Rackham Graduate School is launching four Mcubed Diamond projects aimed at driving innovation in both master’s and doctoral education at the University of Michigan. These projects will play a critical role in the implementation of Rackham’s Strategic Vision for Graduate Education, a multi-year plan for reimagining graduate education to emphasize holistic, student-centered training.
Composed of faculty members from across U-M, the interdisciplinary project teams will tackle topics including graduate-student advisory committees, graduate-student mental health, and student-centered models for both master’s and doctoral education.

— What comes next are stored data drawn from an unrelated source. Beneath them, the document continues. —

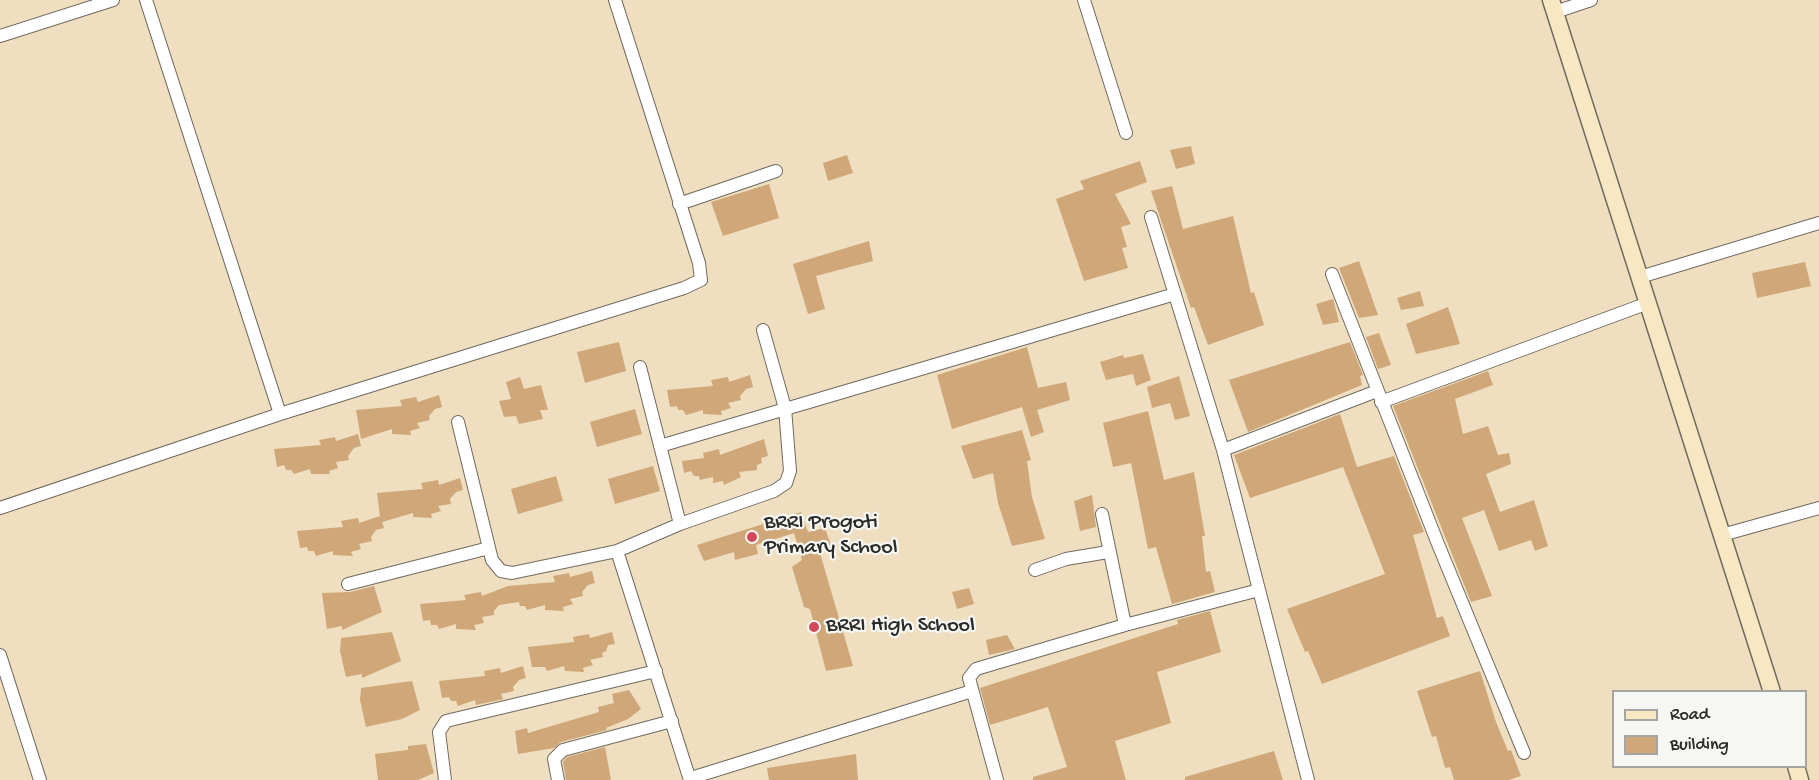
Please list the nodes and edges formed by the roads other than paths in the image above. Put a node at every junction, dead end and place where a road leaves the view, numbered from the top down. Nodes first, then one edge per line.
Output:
1 (113, 0) edge
2 (146, 0) edge
3 (615, 0) edge
4 (1084, 0) edge
5 (1592, 0) edge
6 (1553, 6) edge
7 (0, 36) edge
8 (1126, 133) dead end
9 (776, 171) dead end
10 (679, 204) junction
11 (1151, 217) dead end
12 (1819, 224) edge
13 (1332, 274) dead end
14 (1640, 277) junction
15 (1174, 294) junction
16 (1648, 303) junction
17 (763, 330) dead end
18 (640, 367) dead end
19 (1379, 397) junction
20 (785, 408) junction
21 (280, 414) junction
22 (458, 422) dead end
23 (660, 446) junction
24 (1223, 450) junction
25 (0, 508) edge
26 (1819, 508) edge
27 (1102, 514) dead end
28 (681, 524) junction
29 (1722, 535) junction
30 (489, 548) junction
31 (617, 551) junction
32 (1108, 552) junction
33 (1035, 570) dead end
34 (348, 584) dead end
35 (1259, 590) junction
36 (1125, 625) junction
37 (0, 655) edge
38 (656, 671) junction
39 (1771, 690) edge
40 (972, 691) junction
41 (672, 721) junction
42 (1524, 753) dead end
43 (690, 779) edge
44 (40, 780) edge
45 (446, 780) edge
46 (558, 780) edge
47 (998, 780) edge
48 (1308, 780) edge

1 - 7 street
2 - 21 street
3 - 10 street
4 - 8 street
5 - 6 street
6 - 14 main road
9 - 10 street
10 - 21 street
11 - 15 street
12 - 14 street
13 - 19 street
14 - 16 main road
15 - 20 street
15 - 24 street
16 - 19 street
16 - 29 main road
17 - 20 street
18 - 23 street
19 - 24 street
19 - 42 street
20 - 23 street
20 - 28 street
21 - 25 street
22 - 30 street
23 - 28 street
24 - 35 street
26 - 29 street
27 - 32 street
28 - 31 street
29 - 39 main road
30 - 31 street
30 - 34 street
31 - 38 street
32 - 33 street
32 - 36 street
35 - 36 street
35 - 48 street
36 - 40 street
37 - 44 street
38 - 41 street
38 - 45 street
40 - 43 street
40 - 47 street
41 - 43 street
41 - 46 street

“As we move forward with our strategic vision, it’s important that we do so using evidence-based, innovative practices,” says Dean Mike Solomon. “These four projects embody the approach to rethinking graduate education that will define the coming years here at Rackham.”
Mentoring in STEM
One of the most foundational elements of doctoral education, particularly in the STEM fields, is mentoring, both between a student and their faculty advisor and between the student and their thesis advisory committee. While a great deal of emphasis has historically been placed on the student-advisor relationship, comparatively little in the way of explicit mentoring responsibilities has been established for the committees. This is something researchers hope to change in the project Next-Gen Mentoring Committees—Employing Thesis/Advisory Committees as a Defined Framework for STEM Mentoring and Advocacy.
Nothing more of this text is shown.